What happens when you, instead of training the entire network at once, train for...

colah3 · on Dec 9, 2014

Good intuition! What you are describing sounds like a technique called pretraining (in particular, greedy, layer-wise pretraining). Five years ago, pretraining was how everyone attacked this problem, although they usually did a different kind of pretraining (basically, we train a different kind of model, and then perform surgery, cutting it apart and using some layers for it for the earlier layers of our model).

More recently, people, especially the younger generation of deep learning researchers, tend to be skeptical of how much pretraining helps.

Advocates for pretraining now tend to argue that it helps you find better local minima, instead of focusing on it helping the vanishing gradient problem. For example, see this paper: http://www.jmlr.org/papers/volume11/erhan10a/erhan10a.pdf .

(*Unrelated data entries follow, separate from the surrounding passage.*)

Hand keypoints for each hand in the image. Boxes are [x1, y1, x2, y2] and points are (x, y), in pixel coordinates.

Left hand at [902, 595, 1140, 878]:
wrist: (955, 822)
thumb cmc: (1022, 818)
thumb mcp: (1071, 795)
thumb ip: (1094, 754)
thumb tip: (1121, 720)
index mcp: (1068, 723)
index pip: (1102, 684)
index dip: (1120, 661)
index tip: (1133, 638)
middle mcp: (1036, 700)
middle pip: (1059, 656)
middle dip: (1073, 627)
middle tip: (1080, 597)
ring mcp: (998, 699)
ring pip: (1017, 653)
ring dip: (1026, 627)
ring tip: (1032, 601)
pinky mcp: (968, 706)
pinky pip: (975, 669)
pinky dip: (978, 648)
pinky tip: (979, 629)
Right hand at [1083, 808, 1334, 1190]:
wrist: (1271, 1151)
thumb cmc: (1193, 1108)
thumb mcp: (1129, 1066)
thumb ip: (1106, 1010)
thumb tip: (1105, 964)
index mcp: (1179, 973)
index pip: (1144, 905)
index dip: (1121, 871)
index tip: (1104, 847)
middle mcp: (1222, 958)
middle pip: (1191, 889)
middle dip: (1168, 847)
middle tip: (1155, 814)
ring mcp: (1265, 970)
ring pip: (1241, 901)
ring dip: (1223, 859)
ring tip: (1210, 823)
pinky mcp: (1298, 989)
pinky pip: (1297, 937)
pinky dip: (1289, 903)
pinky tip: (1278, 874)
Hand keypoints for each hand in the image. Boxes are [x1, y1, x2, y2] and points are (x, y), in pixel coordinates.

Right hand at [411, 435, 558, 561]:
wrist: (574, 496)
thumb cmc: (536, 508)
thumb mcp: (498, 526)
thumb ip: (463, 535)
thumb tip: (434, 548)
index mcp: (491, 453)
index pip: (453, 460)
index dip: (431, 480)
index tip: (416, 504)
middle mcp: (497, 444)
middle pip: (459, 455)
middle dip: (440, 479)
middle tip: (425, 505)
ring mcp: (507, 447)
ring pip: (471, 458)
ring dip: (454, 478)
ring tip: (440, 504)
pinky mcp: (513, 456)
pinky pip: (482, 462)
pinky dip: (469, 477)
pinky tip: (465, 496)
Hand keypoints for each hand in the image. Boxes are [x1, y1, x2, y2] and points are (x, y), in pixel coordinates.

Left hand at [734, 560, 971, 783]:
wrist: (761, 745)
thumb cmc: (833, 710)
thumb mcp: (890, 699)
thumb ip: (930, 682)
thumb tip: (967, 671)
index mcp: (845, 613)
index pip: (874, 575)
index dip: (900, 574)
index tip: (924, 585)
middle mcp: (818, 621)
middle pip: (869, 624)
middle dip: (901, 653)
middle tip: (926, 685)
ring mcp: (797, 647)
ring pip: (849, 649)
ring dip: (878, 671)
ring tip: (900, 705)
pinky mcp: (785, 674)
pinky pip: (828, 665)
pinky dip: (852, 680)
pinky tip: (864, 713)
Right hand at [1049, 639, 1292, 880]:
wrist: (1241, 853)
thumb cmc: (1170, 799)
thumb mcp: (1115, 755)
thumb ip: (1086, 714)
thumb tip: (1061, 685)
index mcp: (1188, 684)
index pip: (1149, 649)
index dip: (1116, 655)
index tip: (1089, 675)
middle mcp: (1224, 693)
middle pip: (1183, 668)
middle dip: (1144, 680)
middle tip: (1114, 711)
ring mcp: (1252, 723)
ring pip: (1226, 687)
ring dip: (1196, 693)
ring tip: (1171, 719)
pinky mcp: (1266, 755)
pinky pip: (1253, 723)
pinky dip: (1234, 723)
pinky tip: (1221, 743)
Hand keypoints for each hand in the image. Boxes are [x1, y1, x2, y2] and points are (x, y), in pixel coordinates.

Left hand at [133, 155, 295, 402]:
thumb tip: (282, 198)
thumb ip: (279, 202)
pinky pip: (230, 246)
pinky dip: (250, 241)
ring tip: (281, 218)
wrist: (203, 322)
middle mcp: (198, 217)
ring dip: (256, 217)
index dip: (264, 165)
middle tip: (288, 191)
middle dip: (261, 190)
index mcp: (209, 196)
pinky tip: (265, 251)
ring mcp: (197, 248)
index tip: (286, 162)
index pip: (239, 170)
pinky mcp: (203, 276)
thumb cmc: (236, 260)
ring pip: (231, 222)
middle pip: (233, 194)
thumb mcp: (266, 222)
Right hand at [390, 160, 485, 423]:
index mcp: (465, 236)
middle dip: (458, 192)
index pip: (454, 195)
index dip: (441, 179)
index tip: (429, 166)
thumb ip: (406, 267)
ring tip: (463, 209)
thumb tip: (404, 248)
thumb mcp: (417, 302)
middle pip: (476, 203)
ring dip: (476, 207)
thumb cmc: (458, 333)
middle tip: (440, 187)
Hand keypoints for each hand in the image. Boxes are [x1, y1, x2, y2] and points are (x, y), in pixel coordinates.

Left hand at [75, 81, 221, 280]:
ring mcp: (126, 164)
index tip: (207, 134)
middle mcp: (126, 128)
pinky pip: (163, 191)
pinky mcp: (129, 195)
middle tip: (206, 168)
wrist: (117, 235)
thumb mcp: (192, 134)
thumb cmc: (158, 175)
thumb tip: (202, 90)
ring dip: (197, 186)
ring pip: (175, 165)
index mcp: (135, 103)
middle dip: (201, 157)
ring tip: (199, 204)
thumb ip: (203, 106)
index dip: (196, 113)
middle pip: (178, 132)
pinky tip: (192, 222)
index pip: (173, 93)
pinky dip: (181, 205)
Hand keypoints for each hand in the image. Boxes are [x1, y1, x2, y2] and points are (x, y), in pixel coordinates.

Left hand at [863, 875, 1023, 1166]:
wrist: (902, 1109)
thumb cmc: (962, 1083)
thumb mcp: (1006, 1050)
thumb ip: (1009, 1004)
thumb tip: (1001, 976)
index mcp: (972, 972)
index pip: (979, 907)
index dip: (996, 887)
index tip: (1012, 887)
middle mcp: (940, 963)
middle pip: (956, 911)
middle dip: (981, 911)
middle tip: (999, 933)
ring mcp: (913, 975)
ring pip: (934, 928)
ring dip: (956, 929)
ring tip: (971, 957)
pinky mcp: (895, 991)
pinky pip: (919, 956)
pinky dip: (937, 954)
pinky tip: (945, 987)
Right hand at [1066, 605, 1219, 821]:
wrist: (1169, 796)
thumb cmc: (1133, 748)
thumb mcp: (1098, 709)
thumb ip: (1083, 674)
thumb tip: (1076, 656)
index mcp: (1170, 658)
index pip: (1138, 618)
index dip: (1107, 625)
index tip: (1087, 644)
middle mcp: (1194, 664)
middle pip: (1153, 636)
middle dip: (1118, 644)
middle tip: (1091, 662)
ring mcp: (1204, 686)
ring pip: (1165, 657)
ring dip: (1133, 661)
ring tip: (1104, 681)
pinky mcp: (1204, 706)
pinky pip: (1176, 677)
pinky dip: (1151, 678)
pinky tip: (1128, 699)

As I'm sure Michael will address in coming chapters, there's a bunch of tricks you can use that make training deep neural networks a lot easier. People tend to prefer, now, to just use those and a lot of computing power, rather than mess around with pretraining.

xtacy · on Dec 9, 2014

Could you post a few pointers about the bunch of tricks to make deep training a lot easier?

colah3 · on Dec 9, 2014

Certainly!

* The biggest one is probably just train for a very long time. Competitive neural nets for many tasks are trained on GPUs, clusters, or GPU clusters, for days or weeks.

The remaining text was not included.